Might there be a natural geometric interpretation of the exponential of entropy in Classical and Quantum Information theory? This question occurred to me recently via a geometric inequality concerning the exponential of the Shannon entropy.

Original motivation:

The weighted AM-GM inequality states that if $\{a_i\}_{i=1}^n,\{\lambda_i\}_{i=1}^n \in \mathbb{R}_+^n$ and $\sum_{i=1}^n \lambda_i = 1$, then:

\begin{equation} \prod_{i=1}^n a_i^{\lambda_i} \leq \sum_{i=1}^n \lambda_i \cdot a_i \tag{1} \end{equation}

As an application, we find that if $H(\vec{p})$ denotes the Shannon entropy of a discrete probability distribution $\vec{p} = \{p_i\}_{i=1}^n$ and $r_p^2 = \lVert \vec{p} \rVert^2 $ is the $l_2$ norm of $\vec{p}$ then:

\begin{equation} e^{H(\vec{p})} \geq \frac{1}{r_p^2} \tag{2} \end{equation}

This result follows from the observation that if $a_i = p_i$ and $\lambda_i = p_i$,

\begin{equation} e^{-H(\vec{p})} = e^{\sum_i p_i \ln p_i} = \prod_{i=1}^n p_i^{p_i} \tag{3} \end{equation}

\begin{equation} \sum_{i=1}^n p_i^2 = \lVert \vec{p} \rVert^2 \tag{4} \end{equation}

and using (1), we may deduce (2) where equality is obtained when the Shannon entropy is maximised by the uniform distribution i.e. $\forall i, p_i = \frac{1}{n}$.

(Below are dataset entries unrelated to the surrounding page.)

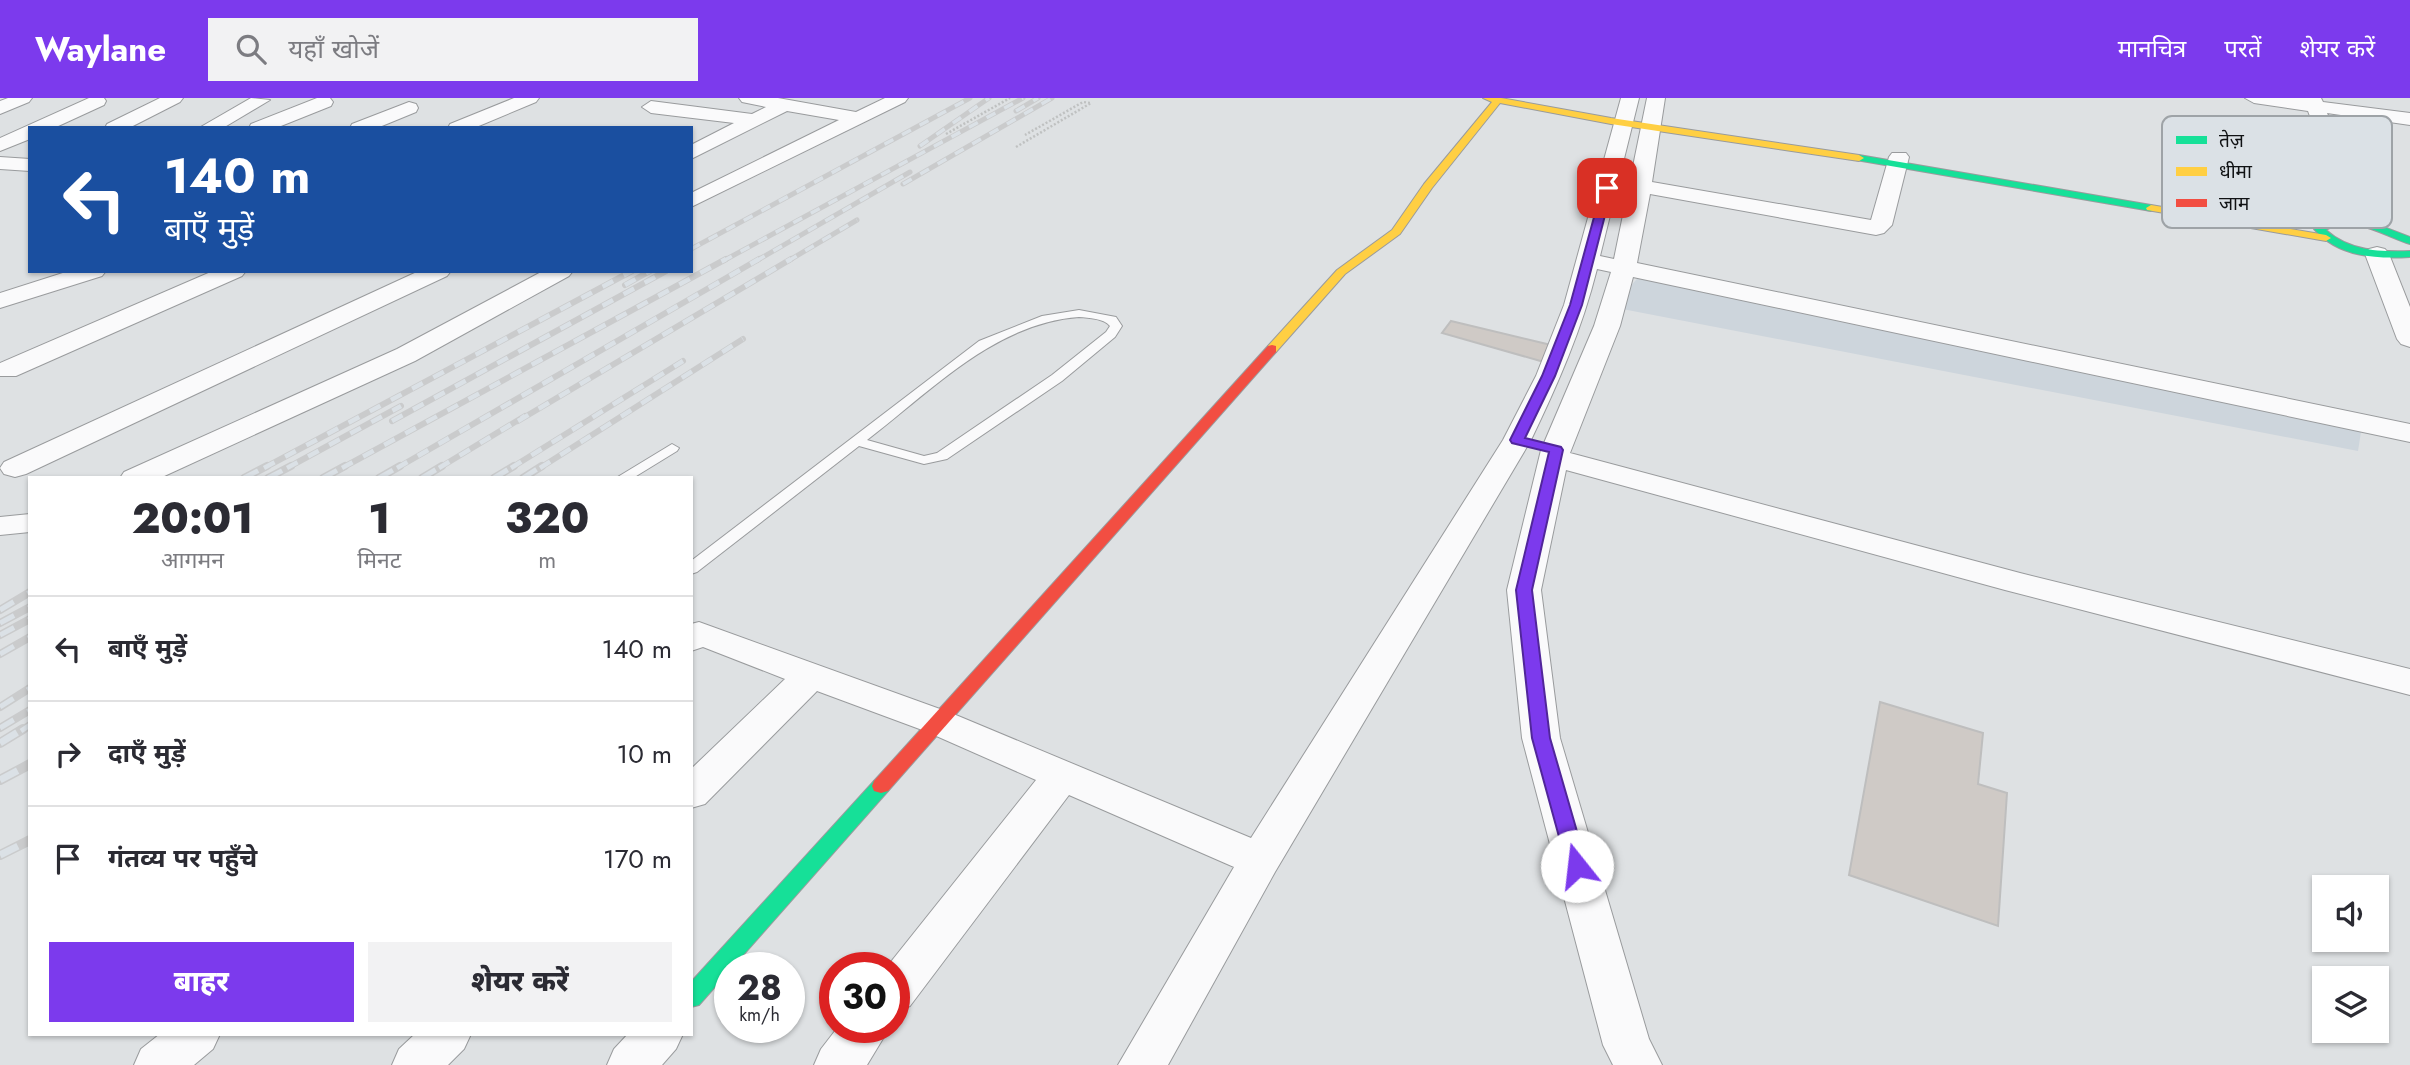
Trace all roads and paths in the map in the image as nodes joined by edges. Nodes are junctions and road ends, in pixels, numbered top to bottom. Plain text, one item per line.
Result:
1 (23, 98) edge
2 (174, 98) edge
3 (530, 98) edge
4 (748, 98) edge
5 (899, 98) edge
6 (1010, 98) edge
7 (2254, 98) edge
8 (1492, 99) edge
9 (261, 100) dead end
10 (97, 101) dead end
11 (324, 102) dead end
12 (2313, 102) edge
13 (784, 104) junction
14 (651, 107) dead end
15 (0, 108) edge
16 (409, 108) dead end
17 (1627, 112) edge
18 (1653, 114) edge
19 (858, 118) junction
20 (2410, 119) edge
21 (754, 120) junction
22 (42, 126) edge
23 (118, 126) edge
24 (212, 126) edge
25 (263, 126) edge
26 (364, 126) edge
27 (462, 126) edge
28 (28, 133) edge
29 (946, 134) dead end
30 (1025, 135) dead end
31 (0, 145) edge
32 (1016, 147) dead end
33 (693, 152) edge
34 (1898, 161) junction
35 (0, 163) edge
36 (28, 165) edge
37 (705, 174) dead end
38 (732, 180) junction
39 (1641, 186) junction
40 (693, 200) edge
41 (2162, 206) edge
42 (2293, 228) edge
43 (2324, 228) edge
44 (2375, 228) edge
45 (2322, 233) junction
46 (2410, 241) edge
47 (2377, 254) junction
48 (2410, 254) edge
49 (1589, 261) junction
50 (1624, 267) junction
51 (25, 271) dead end
52 (88, 273) edge
53 (229, 273) edge
54 (435, 273) edge
55 (557, 273) edge
56 (2410, 339) edge
57 (2, 370) edge
58 (2410, 433) edge
59 (1517, 440) junction
60 (859, 442) junction
61 (672, 448) dead end
62 (1555, 454) junction
63 (17, 469) edge
64 (139, 476) edge
65 (626, 476) edge
66 (28, 523) edge
67 (0, 526) edge
68 (693, 567) edge
69 (694, 633) edge
70 (811, 675) junction
71 (2410, 682) edge
72 (937, 722) junction
73 (1062, 775) junction
74 (693, 791) edge
75 (1260, 860) junction
76 (910, 971) edge
77 (693, 996) edge
78 (194, 1036) edge
79 (445, 1036) edge
80 (657, 1036) edge
81 (855, 1043) edge
82 (158, 1065) edge
83 (416, 1065) edge
84 (631, 1065) edge
85 (838, 1065) edge
86 (1142, 1065) edge
87 (1638, 1065) edge

1 - 15 street
2 - 23 street
3 - 27 street
4 - 13 street
5 - 19 street
6 - 29 path
7 - 12 street
8 - 17 street
8 - 72 street
9 - 24 street
10 - 22 street
11 - 25 street
12 - 20 street
13 - 19 street
13 - 21 street
14 - 21 street
16 - 26 street
17 - 18 street
17 - 49 street
18 - 34 street
18 - 39 street
19 - 38 street
21 - 33 street
28 - 31 street
30 - 32 path
34 - 39 street
34 - 41 street
35 - 36 street
37 - 38 street
38 - 40 street
39 - 50 street
42 - 45 street
43 - 45 street
44 - 46 street
45 - 47 street
47 - 48 street
47 - 56 street
49 - 50 street
49 - 59 street
50 - 58 street
50 - 62 street
51 - 52 street
53 - 57 street
54 - 63 street
55 - 64 street
59 - 62 street
59 - 75 street
60 - 60 lane
60 - 68 lane
61 - 65 lane
62 - 71 street
62 - 87 street
66 - 67 street
69 - 70 street
70 - 72 street
70 - 74 street
72 - 73 street
72 - 77 street
73 - 75 street
73 - 76 street
75 - 86 street
78 - 82 street
79 - 83 street
80 - 84 street
81 - 85 street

A remark on appropriate geometric embeddings:

If we consider that the Shannon entropy measures the quantity of hidden information in a stochastic system at the state $\vec{p} \in [0,1]^n$, we may define the level sets $\mathcal{L}_q$ in terms of the typical probability $q \in (0,1)$:

\begin{equation} \mathcal{L}_q = \{\vec{p} \in [0,1]^n: e^{H(\vec{p})} = e^{- \ln q} \} \tag{5} \end{equation}

which allows us to define an equivalence relation over states $\vec{p} \in [0,1]^n$. Such a model is appropriate for events which may have $n$ distinct outcomes.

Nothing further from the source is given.